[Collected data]
______________________________

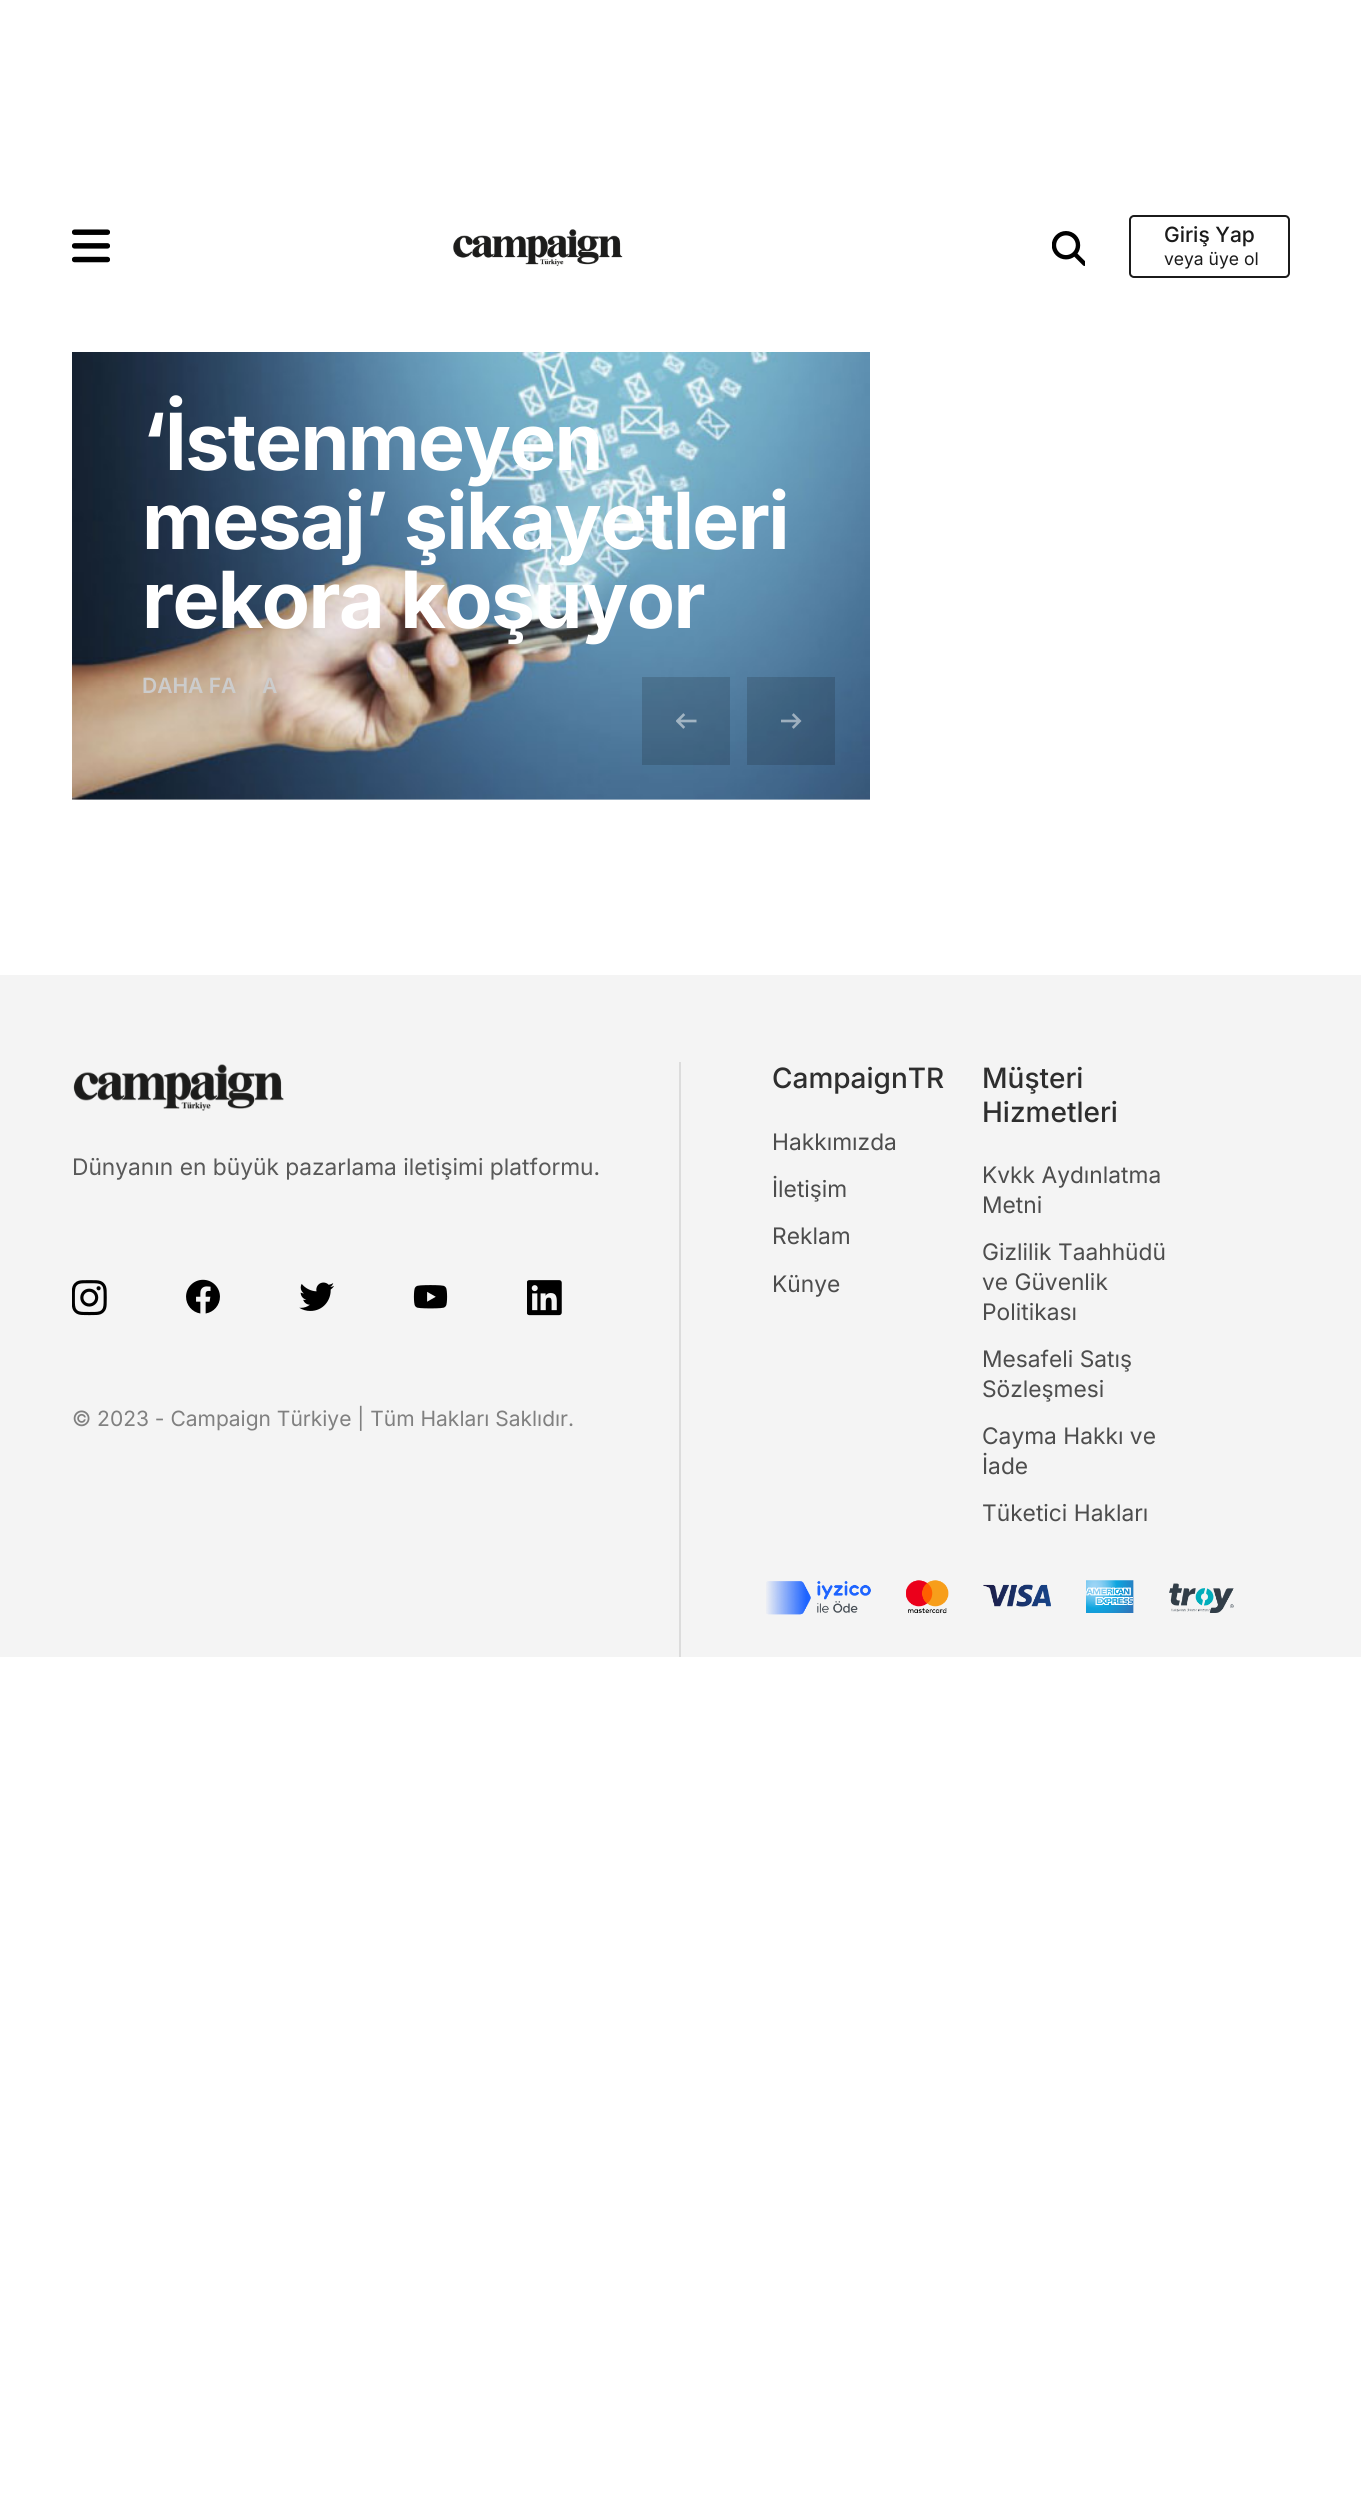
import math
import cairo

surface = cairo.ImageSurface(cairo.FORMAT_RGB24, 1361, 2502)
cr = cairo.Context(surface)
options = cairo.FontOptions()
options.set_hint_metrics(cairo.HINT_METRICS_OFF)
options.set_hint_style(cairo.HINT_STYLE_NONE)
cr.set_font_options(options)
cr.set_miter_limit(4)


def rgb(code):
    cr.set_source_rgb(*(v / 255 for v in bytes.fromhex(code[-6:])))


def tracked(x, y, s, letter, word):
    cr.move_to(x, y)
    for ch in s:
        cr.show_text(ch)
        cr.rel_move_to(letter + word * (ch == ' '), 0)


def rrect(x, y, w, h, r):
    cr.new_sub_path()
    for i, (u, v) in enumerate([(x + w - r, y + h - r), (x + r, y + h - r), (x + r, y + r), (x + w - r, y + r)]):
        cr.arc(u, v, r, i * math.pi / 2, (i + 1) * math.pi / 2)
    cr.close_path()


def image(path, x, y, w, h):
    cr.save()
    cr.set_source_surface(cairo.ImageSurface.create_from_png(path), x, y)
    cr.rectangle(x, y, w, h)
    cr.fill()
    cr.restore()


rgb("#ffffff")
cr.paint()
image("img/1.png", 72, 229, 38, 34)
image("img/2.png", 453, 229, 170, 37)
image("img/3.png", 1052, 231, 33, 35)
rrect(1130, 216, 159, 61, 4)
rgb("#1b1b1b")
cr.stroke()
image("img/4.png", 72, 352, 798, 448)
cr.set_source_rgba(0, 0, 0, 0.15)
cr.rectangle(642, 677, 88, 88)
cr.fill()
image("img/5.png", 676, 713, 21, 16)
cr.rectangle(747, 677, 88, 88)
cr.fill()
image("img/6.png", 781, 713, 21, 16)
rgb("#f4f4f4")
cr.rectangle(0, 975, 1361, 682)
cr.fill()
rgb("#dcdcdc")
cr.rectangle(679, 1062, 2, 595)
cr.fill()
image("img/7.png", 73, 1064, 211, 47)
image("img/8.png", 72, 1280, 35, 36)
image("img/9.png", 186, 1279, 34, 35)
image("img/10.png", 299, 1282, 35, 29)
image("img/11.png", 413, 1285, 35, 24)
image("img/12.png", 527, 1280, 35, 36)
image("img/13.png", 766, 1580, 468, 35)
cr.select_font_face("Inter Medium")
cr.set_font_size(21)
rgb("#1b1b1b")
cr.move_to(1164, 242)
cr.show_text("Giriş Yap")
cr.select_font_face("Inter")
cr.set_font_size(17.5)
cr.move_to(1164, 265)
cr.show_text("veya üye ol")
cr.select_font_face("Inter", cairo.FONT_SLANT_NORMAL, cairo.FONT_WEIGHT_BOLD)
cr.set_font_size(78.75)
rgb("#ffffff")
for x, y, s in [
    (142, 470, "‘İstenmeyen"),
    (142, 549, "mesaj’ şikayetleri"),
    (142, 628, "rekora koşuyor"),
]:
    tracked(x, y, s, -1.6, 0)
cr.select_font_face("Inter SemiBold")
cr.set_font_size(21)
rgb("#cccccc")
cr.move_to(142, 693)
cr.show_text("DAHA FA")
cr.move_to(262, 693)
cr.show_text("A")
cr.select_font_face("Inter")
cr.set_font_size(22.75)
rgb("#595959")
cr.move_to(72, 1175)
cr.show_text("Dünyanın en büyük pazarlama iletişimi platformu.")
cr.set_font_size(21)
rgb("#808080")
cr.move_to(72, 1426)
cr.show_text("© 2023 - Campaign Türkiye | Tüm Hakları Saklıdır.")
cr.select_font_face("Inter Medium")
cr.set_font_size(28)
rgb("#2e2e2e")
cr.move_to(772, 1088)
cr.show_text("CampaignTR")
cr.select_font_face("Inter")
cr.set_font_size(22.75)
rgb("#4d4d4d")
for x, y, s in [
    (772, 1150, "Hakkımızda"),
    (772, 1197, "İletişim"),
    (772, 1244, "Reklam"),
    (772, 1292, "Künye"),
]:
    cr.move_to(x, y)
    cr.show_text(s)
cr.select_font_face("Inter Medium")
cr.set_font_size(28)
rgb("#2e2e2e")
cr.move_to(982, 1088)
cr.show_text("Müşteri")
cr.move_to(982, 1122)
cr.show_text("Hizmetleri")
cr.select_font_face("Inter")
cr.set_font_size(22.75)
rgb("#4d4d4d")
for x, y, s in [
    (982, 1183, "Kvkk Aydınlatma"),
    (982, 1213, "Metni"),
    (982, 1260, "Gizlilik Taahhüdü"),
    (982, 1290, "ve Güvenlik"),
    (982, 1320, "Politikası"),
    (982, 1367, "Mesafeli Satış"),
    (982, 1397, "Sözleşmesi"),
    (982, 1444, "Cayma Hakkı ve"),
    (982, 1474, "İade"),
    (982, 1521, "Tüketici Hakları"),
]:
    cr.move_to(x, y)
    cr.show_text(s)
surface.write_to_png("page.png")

______________________________

Start with the line above that contains "cr.close_path()" and stop after the line that contains "cr.restore()". Output those lines exactly, and only those.

    cr.close_path()


def image(path, x, y, w, h):
    cr.save()
    cr.set_source_surface(cairo.ImageSurface.create_from_png(path), x, y)
    cr.rectangle(x, y, w, h)
    cr.fill()
    cr.restore()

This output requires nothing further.